音楽はいつも、言葉では到底表現できないものを、いとも簡単にひょいっと伝えてくれる。
気持ちや心というものは気体や液体みたいにとても捕まえるのが難しいもので、言葉にするときには一度固体に変えてから、隅々から眺めまわしたり分解したりというとても面倒な作業を経て何とか見える形にできるのだけど、残念ながらそれでもごく断片的にしか伝えることができない。表から見たものと裏から見たものを同時に表現することは不可能なのだ。その上、固体化したときには、もともとあった匂いや色調がずいぶんと失われてしまう。
ところが音楽は、たった一音で、ほんの一節で、気持ちや心をそのまんま伝えることができてしまうのだ!
僕自身は音楽で表現することはまるで才能がなくて、その分言葉にしがみついているような人間だから尚更、言葉を超えて簡単に音楽で心を表現してしまえる人に憧れてしまう。
そしてそのことを考えるときにいつも真っ先に思い浮かべるのは、忌野清志郎さんと矢野顕子さん。

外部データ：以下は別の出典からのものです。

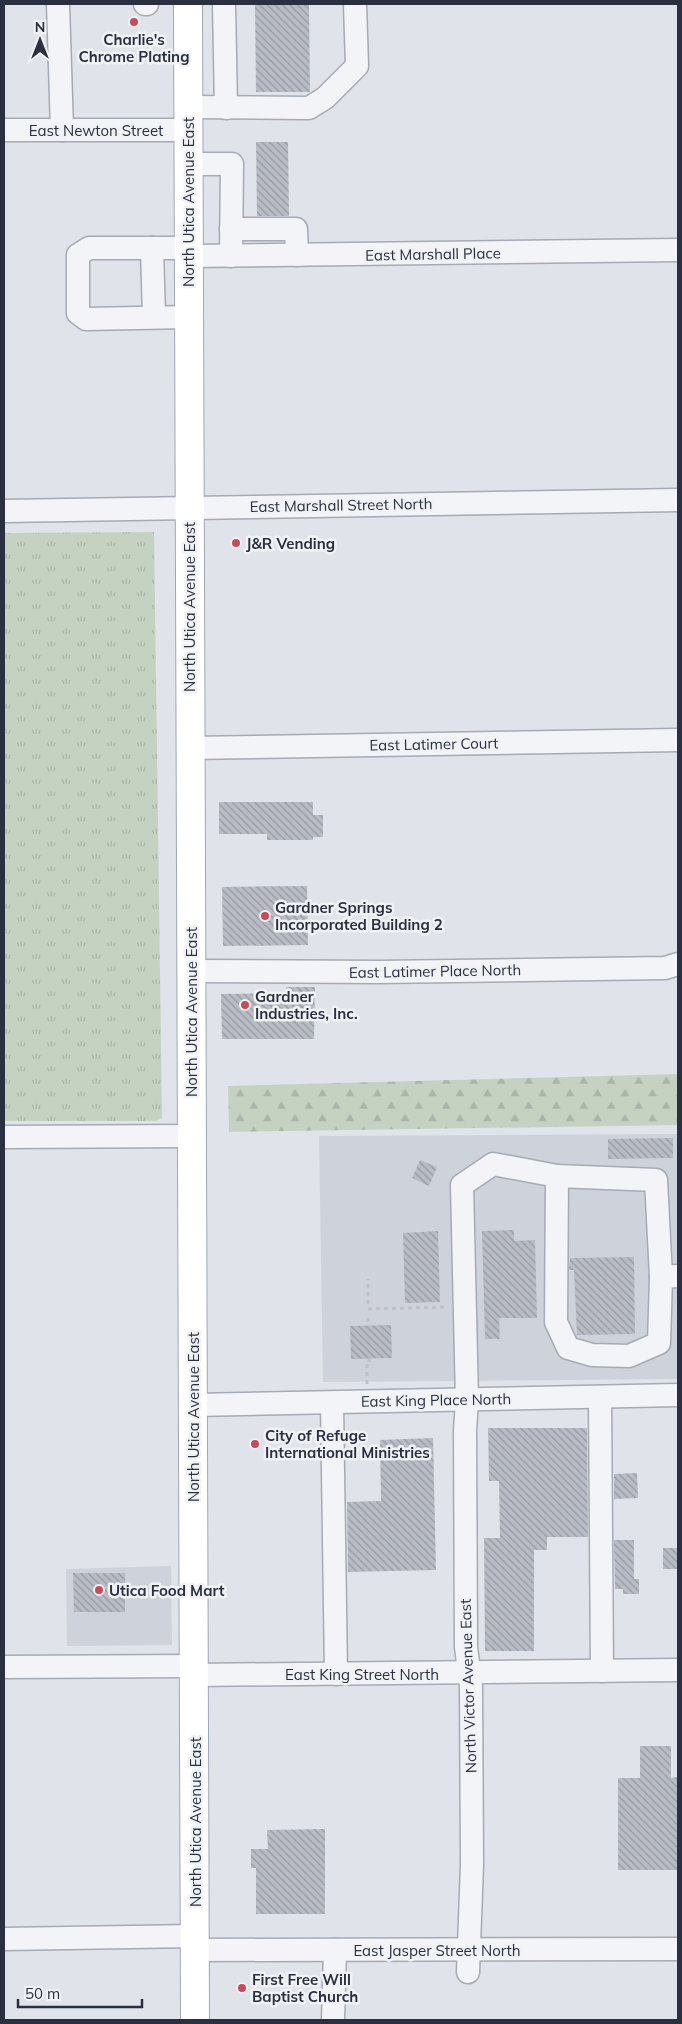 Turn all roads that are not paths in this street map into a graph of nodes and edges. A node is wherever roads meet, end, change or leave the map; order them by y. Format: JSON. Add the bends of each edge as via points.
{"nodes":[{"id":1,"x":58,"y":4,"type":"edge"},
{"id":2,"x":188,"y":4,"type":"edge"},
{"id":3,"x":224,"y":4,"type":"edge"},
{"id":4,"x":355,"y":4,"type":"edge"},
{"id":5,"x":226,"y":108,"type":"junction"},
{"id":6,"x":188,"y":118,"type":"junction"},
{"id":7,"x":4,"y":130,"type":"edge"},
{"id":8,"x":62,"y":130,"type":"junction"},
{"id":9,"x":188,"y":164,"type":"junction"},
{"id":10,"x":231,"y":229,"type":"junction"},
{"id":11,"x":152,"y":248,"type":"junction"},
{"id":12,"x":678,"y":250,"type":"edge"},
{"id":13,"x":188,"y":252,"type":"junction"},
{"id":14,"x":297,"y":255,"type":"junction"},
{"id":15,"x":231,"y":256,"type":"junction"},
{"id":16,"x":154,"y":317,"type":"junction"},
{"id":17,"x":189,"y":317,"type":"junction"},
{"id":18,"x":678,"y":500,"type":"edge"},
{"id":19,"x":190,"y":507,"type":"junction"},
{"id":20,"x":4,"y":511,"type":"edge"},
{"id":21,"x":678,"y":740,"type":"edge"},
{"id":22,"x":189,"y":748,"type":"junction"},
{"id":23,"x":678,"y":964,"type":"edge"},
{"id":24,"x":191,"y":971,"type":"junction"},
{"id":25,"x":192,"y":1136,"type":"junction"},
{"id":26,"x":4,"y":1137,"type":"edge"},
{"id":27,"x":557,"y":1176,"type":"junction"},
{"id":28,"x":669,"y":1277,"type":"edge"},
{"id":29,"x":678,"y":1395,"type":"edge"},
{"id":30,"x":600,"y":1397,"type":"junction"},
{"id":31,"x":467,"y":1400,"type":"junction"},
{"id":32,"x":332,"y":1402,"type":"junction"},
{"id":33,"x":193,"y":1405,"type":"junction"},
{"id":34,"x":4,"y":1667,"type":"edge"},
{"id":35,"x":678,"y":1670,"type":"edge"},
{"id":36,"x":195,"y":1671,"type":"junction"},
{"id":37,"x":602,"y":1671,"type":"junction"},
{"id":38,"x":336,"y":1674,"type":"junction"},
{"id":39,"x":469,"y":1674,"type":"junction"},
{"id":40,"x":4,"y":1939,"type":"edge"},
{"id":41,"x":195,"y":1943,"type":"junction"},
{"id":42,"x":678,"y":1949,"type":"edge"},
{"id":43,"x":335,"y":1950,"type":"junction"},
{"id":44,"x":468,"y":1950,"type":"junction"},
{"id":45,"x":468,"y":1972,"type":"dead end"},
{"id":46,"x":195,"y":2020,"type":"edge"},
{"id":47,"x":333,"y":2020,"type":"edge"}],
"edges":[{"from":1,"to":8,"type":"street"},
{"from":2,"to":6,"type":"main road","name":"North Utica Avenue East"},
{"from":3,"to":5,"type":"street"},
{"from":4,"to":5,"type":"street","name":"East Newton Street","via":[[357,66],[325,98],[309,108]]},
{"from":5,"to":6,"type":"street","name":"East Newton Street"},
{"from":6,"to":8,"type":"street","name":"East Newton Street"},
{"from":6,"to":9,"type":"main road","name":"North Utica Avenue East"},
{"from":7,"to":8,"type":"street","name":"East Newton Street"},
{"from":9,"to":10,"type":"street","via":[[232,164]]},
{"from":9,"to":13,"type":"main road","name":"North Utica Avenue East"},
{"from":10,"to":14,"type":"street","via":[[296,229]]},
{"from":10,"to":15,"type":"street"},
{"from":11,"to":13,"type":"street","name":"East Marshall Place"},
{"from":11,"to":16,"type":"street"},
{"from":11,"to":16,"type":"street","name":"East Marshall Place","via":[[89,248],[78,255],[78,313],[86,319]]},
{"from":12,"to":14,"type":"street","name":"East Marshall Place"},
{"from":13,"to":15,"type":"street","name":"East Marshall Place"},
{"from":13,"to":17,"type":"main road","name":"North Utica Avenue East"},
{"from":14,"to":15,"type":"street","name":"East Marshall Place"},
{"from":16,"to":17,"type":"street"},
{"from":17,"to":19,"type":"main road","name":"North Utica Avenue East"},
{"from":18,"to":19,"type":"street","name":"East Marshall Street North"},
{"from":19,"to":20,"type":"street","name":"East Marshall Street North"},
{"from":19,"to":22,"type":"main road","name":"North Utica Avenue East"},
{"from":21,"to":22,"type":"street","name":"East Latimer Court"},
{"from":22,"to":24,"type":"main road","name":"North Utica Avenue East"},
{"from":23,"to":24,"type":"street","name":"East Latimer Place North","via":[[665,968]]},
{"from":24,"to":25,"type":"main road","name":"North Utica Avenue East"},
{"from":25,"to":26,"type":"street"},
{"from":25,"to":33,"type":"main road","name":"North Utica Avenue East"},
{"from":27,"to":28,"type":"street","via":[[656,1180]]},
{"from":27,"to":28,"type":"street","via":[[556,1322],[568,1348],[592,1355],[629,1356],[659,1343]]},
{"from":27,"to":31,"type":"street","name":"North Victor Avenue East","via":[[493,1164],[462,1184]]},
{"from":29,"to":30,"type":"street","name":"East King Place North"},
{"from":30,"to":31,"type":"street","name":"East King Place North"},
{"from":30,"to":37,"type":"street"},
{"from":31,"to":32,"type":"street","name":"East King Place North"},
{"from":31,"to":39,"type":"street","name":"North Victor Avenue East","via":[[466,1647]]},
{"from":32,"to":33,"type":"street","name":"East King Place North"},
{"from":32,"to":38,"type":"street"},
{"from":33,"to":36,"type":"main road","name":"North Utica Avenue East"},
{"from":34,"to":36,"type":"street","name":"East King Street North"},
{"from":35,"to":37,"type":"street","name":"East King Street North"},
{"from":36,"to":38,"type":"street","name":"East King Street North"},
{"from":36,"to":41,"type":"main road","name":"North Utica Avenue East"},
{"from":37,"to":39,"type":"street","name":"East King Street North"},
{"from":38,"to":39,"type":"street","name":"East King Street North"},
{"from":39,"to":44,"type":"street","name":"North Victor Avenue East","via":[[472,1865]]},
{"from":40,"to":41,"type":"street","name":"East Jasper Street North"},
{"from":41,"to":43,"type":"street","name":"East Jasper Street North"},
{"from":41,"to":46,"type":"main road","name":"North Utica Avenue East"},
{"from":42,"to":44,"type":"street","name":"East Jasper Street North"},
{"from":43,"to":44,"type":"street","name":"East Jasper Street North"},
{"from":43,"to":47,"type":"street"},
{"from":44,"to":45,"type":"street","name":"North Victor Avenue East"}]}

そんな二人のコラボ、とでもいうのでしょうか、清志郎さんのうたを矢野顕子さんがカバーしたアルバムが発売されていた。

矢野顕子、忌野清志郎を歌う
矢野顕子、忌野清志郎を歌う / 矢野顕子



清志郎のうたを矢野顕子がうたい演奏する。
それだけでもう、なんとも言えない気持ち。
矢野顕子の流儀で歌われた清志郎のうたの中に、あまり知らなかったもうひとりの清志郎がいるような感じ。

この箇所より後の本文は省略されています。